• WHAT YOU NEED TO DO
Would you please copy each line of the data in which the string "Arrivals" occurs?

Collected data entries
Segment Open

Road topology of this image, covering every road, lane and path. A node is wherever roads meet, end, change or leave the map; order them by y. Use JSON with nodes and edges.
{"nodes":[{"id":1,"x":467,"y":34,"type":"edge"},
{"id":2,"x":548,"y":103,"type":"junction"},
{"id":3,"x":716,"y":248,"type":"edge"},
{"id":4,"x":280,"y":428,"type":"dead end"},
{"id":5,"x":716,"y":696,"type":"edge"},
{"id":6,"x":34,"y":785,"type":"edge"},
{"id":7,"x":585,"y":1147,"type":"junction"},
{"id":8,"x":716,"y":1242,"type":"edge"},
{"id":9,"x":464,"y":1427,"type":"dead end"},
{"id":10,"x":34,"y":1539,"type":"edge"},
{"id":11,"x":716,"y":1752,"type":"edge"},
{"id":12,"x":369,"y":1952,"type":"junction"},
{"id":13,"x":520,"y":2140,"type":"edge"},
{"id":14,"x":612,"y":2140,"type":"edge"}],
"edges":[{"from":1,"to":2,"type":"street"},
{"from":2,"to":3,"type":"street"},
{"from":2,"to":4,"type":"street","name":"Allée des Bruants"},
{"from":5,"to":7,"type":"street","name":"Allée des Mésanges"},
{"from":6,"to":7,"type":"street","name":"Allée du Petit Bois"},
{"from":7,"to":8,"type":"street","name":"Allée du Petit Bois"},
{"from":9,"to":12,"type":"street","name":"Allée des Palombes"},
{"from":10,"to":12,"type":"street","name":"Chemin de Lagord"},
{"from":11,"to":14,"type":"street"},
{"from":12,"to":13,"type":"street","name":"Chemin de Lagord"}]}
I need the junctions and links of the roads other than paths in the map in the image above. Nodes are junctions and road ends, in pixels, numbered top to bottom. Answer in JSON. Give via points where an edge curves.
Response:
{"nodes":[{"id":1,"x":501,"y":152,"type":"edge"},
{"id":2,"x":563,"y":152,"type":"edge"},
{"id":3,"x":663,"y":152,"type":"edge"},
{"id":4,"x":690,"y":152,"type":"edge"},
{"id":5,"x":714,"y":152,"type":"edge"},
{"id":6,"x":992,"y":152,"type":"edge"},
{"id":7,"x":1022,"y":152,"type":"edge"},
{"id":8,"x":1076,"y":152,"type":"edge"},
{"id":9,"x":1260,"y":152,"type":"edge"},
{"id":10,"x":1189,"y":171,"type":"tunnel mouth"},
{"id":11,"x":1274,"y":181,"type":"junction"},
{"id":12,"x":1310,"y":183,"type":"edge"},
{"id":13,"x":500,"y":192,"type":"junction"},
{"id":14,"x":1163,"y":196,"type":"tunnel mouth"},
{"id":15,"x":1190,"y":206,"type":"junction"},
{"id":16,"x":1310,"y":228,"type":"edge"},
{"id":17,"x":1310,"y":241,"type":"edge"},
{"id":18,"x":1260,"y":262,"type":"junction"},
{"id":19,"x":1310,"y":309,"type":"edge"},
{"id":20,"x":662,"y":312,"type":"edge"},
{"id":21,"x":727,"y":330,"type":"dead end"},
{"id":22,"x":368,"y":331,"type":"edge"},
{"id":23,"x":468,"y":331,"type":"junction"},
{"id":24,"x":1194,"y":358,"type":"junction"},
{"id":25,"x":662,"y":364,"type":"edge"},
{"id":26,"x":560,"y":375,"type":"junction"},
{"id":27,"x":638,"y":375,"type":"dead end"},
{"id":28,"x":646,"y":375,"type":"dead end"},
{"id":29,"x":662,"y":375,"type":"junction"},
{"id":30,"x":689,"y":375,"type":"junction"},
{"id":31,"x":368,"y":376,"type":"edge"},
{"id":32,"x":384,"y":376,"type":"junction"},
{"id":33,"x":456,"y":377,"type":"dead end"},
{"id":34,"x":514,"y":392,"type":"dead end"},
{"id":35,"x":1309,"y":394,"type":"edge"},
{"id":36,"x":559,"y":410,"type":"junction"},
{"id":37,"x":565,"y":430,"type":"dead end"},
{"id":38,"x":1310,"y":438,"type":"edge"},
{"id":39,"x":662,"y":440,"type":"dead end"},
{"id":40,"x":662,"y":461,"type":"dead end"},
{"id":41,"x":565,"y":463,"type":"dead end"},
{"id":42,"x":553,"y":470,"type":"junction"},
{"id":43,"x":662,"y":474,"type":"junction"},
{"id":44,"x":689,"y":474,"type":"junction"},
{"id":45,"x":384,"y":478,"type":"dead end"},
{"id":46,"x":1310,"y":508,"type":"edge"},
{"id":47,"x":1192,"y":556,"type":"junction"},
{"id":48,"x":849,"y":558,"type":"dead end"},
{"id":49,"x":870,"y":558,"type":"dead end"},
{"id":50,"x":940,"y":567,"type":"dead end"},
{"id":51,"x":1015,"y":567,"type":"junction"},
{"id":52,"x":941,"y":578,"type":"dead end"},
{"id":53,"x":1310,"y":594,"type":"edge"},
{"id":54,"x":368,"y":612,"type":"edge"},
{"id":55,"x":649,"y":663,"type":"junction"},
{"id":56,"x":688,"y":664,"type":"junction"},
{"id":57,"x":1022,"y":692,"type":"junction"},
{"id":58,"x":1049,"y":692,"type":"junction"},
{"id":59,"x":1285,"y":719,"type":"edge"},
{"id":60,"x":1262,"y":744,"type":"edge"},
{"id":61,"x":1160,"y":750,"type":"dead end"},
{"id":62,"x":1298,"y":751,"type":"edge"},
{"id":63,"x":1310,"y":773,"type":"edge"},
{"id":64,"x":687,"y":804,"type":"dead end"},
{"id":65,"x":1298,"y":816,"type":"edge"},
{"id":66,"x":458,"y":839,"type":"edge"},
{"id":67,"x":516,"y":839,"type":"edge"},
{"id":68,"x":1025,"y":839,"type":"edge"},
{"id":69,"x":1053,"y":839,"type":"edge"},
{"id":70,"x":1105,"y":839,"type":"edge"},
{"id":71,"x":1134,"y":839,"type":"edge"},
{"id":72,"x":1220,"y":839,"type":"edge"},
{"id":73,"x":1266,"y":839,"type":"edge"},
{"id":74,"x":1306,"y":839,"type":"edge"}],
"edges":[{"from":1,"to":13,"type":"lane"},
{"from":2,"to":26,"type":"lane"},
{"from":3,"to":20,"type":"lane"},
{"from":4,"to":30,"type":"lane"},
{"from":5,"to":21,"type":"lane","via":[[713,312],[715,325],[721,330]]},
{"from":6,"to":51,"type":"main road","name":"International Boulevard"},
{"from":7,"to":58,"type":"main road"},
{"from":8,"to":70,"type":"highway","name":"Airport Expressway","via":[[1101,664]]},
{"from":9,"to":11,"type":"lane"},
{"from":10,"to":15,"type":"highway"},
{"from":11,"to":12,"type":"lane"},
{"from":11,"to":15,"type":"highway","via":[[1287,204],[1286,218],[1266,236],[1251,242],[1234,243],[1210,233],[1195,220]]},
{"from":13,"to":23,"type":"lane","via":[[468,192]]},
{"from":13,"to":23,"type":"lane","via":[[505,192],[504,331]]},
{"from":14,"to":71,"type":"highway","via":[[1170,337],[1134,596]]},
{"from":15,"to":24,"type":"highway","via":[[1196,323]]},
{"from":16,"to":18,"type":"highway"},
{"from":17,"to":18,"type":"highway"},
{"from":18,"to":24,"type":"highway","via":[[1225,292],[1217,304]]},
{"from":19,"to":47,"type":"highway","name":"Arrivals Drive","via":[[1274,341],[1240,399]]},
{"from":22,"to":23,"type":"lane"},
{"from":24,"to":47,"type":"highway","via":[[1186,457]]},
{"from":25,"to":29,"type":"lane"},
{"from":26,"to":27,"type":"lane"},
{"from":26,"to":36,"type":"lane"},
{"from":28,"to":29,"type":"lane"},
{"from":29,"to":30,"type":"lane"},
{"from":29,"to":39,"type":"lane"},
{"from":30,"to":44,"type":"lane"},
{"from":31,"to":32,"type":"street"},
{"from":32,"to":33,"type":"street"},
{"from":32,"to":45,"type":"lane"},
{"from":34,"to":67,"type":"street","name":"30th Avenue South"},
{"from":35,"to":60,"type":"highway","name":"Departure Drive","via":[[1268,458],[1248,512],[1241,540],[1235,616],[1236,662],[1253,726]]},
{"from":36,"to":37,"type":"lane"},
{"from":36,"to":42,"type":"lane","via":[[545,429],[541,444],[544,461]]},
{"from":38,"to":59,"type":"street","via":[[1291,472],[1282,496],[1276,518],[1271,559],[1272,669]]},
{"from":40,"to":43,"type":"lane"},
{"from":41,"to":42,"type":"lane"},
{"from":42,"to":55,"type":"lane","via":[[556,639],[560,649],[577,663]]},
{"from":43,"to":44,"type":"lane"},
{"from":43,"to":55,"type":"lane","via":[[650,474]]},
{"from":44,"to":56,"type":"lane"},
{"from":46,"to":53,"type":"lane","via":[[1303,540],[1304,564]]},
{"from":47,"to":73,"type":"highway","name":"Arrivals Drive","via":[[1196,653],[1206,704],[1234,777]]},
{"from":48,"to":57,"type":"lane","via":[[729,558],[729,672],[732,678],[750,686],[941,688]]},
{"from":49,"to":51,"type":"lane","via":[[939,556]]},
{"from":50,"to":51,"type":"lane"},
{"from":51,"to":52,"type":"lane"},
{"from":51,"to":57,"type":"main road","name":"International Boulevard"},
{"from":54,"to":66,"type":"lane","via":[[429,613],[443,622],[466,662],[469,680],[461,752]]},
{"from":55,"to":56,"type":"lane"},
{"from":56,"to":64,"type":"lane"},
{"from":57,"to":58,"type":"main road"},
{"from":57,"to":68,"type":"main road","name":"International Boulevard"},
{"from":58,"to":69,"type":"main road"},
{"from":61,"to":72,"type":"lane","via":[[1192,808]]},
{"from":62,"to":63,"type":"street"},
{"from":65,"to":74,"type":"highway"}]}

Segment Closed

• TASK ANSWER
{"from":19,"to":47,"type":"highway","name":"Arrivals Drive","via":[[1274,341],[1240,399]]},
{"from":47,"to":73,"type":"highway","name":"Arrivals Drive","via":[[1196,653],[1206,704],[1234,777]]},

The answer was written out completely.